In 1993, WBZ hired her full-time as a general assignment reporter and fill-in anchor.
“They’ve really been supportive, and have let me do more human interest stories, like about kids, and I feel that’s a niche I want to carve out for myself,” she told the Globe in 1993, adding that she wanted to report on “what people say about the world around them. I like to think of myself as a storyteller, rather than the story.”
Born on March 31, 1958, in Rajahmundry, India, Uma Devi Pemmaraju was the daughter of Rao and Rani Pemmaraju.
She told the Globe in 1993 that the family left India when her father, Rao, a research scientist specializing in birth control, went to Texas to direct a population studies foundation.
Ms. Pemmaraju said that although her mother was from a prominent Indian family, Rani tried to balance her desire to instill Indian cultural values in her daughter and two sons with allowing them to grow up as Americans.
With no Hindu temple to attend in San Antonio, the family sought out Swami Satchidananda, who was “more than just a spiritual teacher to my family,” Ms. Pemmaraju told the Globe in 1993. “To me, he’s more like a grandfather. He’s my confidant and I can tell him my innermost thoughts. He helped my family bridge the gap between Indian and American culture.”
She said she drew inspiration to pursue journalism from her grandfather, a newspaper publisher in south India. As a girl, she wrote daily diary entries about world events.
Ms. Pemmaraju worked at a local newspaper and Texas television stations in her late teens, her years as a college student, and beyond. She graduated from Trinity University in San Antonio, where she studied political science and government, and was a TV reporter in Texas before heading to Baltimore, where she was awarded an Emmy for her reporting.
In Boston, she was awarded two more Emmys while working at WBZ.
She met Andrew Petkun, the president of Allen Furniture in Needham, at a 1986 society event celebrating India.
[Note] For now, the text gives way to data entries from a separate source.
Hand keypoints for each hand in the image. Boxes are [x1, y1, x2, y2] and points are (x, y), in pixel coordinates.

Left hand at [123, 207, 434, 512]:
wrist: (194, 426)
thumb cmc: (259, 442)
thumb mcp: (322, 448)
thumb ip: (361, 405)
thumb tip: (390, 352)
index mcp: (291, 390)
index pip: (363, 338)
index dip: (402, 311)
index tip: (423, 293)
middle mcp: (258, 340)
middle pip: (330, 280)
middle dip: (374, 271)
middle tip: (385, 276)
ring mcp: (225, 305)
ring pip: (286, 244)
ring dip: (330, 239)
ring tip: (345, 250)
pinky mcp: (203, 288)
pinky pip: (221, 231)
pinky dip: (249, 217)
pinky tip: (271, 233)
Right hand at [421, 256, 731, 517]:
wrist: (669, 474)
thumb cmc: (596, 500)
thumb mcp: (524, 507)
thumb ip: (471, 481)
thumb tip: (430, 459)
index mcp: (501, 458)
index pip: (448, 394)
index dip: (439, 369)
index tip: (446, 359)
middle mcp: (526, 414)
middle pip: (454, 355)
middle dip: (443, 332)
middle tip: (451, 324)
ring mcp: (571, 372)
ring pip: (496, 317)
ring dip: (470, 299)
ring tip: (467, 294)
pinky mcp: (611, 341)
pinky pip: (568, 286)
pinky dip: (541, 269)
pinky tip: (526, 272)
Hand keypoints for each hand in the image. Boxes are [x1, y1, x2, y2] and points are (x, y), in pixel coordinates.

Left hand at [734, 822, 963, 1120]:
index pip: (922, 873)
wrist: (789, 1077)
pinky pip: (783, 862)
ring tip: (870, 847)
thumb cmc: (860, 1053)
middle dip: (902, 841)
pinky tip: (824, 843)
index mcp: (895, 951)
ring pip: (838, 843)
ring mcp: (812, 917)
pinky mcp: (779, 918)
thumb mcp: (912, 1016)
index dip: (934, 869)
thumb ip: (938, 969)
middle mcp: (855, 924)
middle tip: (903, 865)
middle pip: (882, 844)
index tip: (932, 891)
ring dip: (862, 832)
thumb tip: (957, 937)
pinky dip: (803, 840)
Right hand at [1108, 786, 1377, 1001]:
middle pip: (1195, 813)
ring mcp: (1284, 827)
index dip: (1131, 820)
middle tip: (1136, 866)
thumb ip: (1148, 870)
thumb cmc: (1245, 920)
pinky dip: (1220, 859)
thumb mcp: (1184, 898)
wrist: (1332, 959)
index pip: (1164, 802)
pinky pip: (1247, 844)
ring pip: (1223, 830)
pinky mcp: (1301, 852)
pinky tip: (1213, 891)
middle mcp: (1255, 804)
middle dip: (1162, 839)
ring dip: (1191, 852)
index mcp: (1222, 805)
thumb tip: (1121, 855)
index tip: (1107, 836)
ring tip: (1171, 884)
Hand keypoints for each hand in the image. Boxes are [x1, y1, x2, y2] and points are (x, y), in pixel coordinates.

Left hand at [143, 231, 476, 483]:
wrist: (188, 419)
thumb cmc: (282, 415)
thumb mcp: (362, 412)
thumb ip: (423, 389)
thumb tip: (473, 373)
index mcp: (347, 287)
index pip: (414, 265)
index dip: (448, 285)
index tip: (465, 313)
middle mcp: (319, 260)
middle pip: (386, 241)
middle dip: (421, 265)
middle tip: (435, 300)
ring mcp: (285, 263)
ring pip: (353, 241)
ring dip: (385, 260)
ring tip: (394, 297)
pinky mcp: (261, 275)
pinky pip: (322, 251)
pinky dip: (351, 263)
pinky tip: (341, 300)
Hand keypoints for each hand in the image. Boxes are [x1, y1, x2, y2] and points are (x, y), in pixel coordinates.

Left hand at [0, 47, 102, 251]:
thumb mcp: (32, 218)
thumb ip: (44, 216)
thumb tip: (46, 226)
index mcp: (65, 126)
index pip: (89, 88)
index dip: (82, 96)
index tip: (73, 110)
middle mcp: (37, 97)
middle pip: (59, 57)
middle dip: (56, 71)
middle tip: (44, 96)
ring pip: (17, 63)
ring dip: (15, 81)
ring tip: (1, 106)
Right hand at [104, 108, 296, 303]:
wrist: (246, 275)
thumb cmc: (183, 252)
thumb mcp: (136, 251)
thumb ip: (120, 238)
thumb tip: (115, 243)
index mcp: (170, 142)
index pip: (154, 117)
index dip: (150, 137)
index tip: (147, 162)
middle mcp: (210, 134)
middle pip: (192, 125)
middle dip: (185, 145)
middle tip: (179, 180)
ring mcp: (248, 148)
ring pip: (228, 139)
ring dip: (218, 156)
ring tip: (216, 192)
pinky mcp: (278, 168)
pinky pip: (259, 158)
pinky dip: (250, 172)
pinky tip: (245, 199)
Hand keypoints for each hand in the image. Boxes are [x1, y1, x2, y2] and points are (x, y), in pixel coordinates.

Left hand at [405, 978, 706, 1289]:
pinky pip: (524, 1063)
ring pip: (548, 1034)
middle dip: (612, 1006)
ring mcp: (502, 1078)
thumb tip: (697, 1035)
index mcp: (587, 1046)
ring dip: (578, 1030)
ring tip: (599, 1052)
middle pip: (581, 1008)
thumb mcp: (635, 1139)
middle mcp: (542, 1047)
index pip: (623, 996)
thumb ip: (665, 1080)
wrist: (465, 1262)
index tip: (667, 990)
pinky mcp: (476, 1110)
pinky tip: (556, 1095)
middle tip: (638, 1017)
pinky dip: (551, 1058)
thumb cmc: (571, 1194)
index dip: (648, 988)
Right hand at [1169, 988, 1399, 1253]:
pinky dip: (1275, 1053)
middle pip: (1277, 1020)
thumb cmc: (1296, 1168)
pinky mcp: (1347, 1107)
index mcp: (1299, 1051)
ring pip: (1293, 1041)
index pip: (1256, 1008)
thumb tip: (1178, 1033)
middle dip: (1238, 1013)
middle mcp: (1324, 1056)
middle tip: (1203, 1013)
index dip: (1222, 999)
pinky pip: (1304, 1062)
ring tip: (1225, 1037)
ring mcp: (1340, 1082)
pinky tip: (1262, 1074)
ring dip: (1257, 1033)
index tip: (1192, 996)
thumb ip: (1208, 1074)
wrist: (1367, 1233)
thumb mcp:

They dated until marrying in a 1993 ceremony that drew media attention.
When Ms. Pemmaraju began working for Fox News, Petkun sold his business and they moved to New York, where they had a daughter, Kirina. Their marriage later ended in divorce.
In 2018, she left Fox News to work at Bloomberg News, according to her LinkedIn page.
“We are deeply saddened by the death of Uma Pemmaraju, who was one of FOX News Channel’s founding anchors and was on the air the day we launched,” Suzanne Scott, chief executive of FOX News Media, said in a statement released to the media. “Uma was an incredibly talented journalist as well as a warm and lovely person, best known for her kindness to everyone she worked with.”
Complete information about survivors and a memorial service were not immediately available. According to the Times, Ms. Pemmaraju leaves her daughter, her former husband, and her brothers, Rama and Sankar.
Ms. Pemmaraju always saw her work as more than just a reporter and anchor.
“I’m a conduit to help other people. I don’t want to sound too sentimental. But that’s what I’m about. I want to use my celebrity to help people, to help bring about something that needs to be done,” she told the Globe in 1993, while working for WBZ.
“I’d love to be on a magazine show on the networks, or have my own production company,” she said. “Maybe I’ll consult on how to do wonderful television. I’d love to do children’s television. I think we’re entering an era where children are taken more seriously. I’d love to develop programming that meets their needs, where they are not just thought of just as kids.”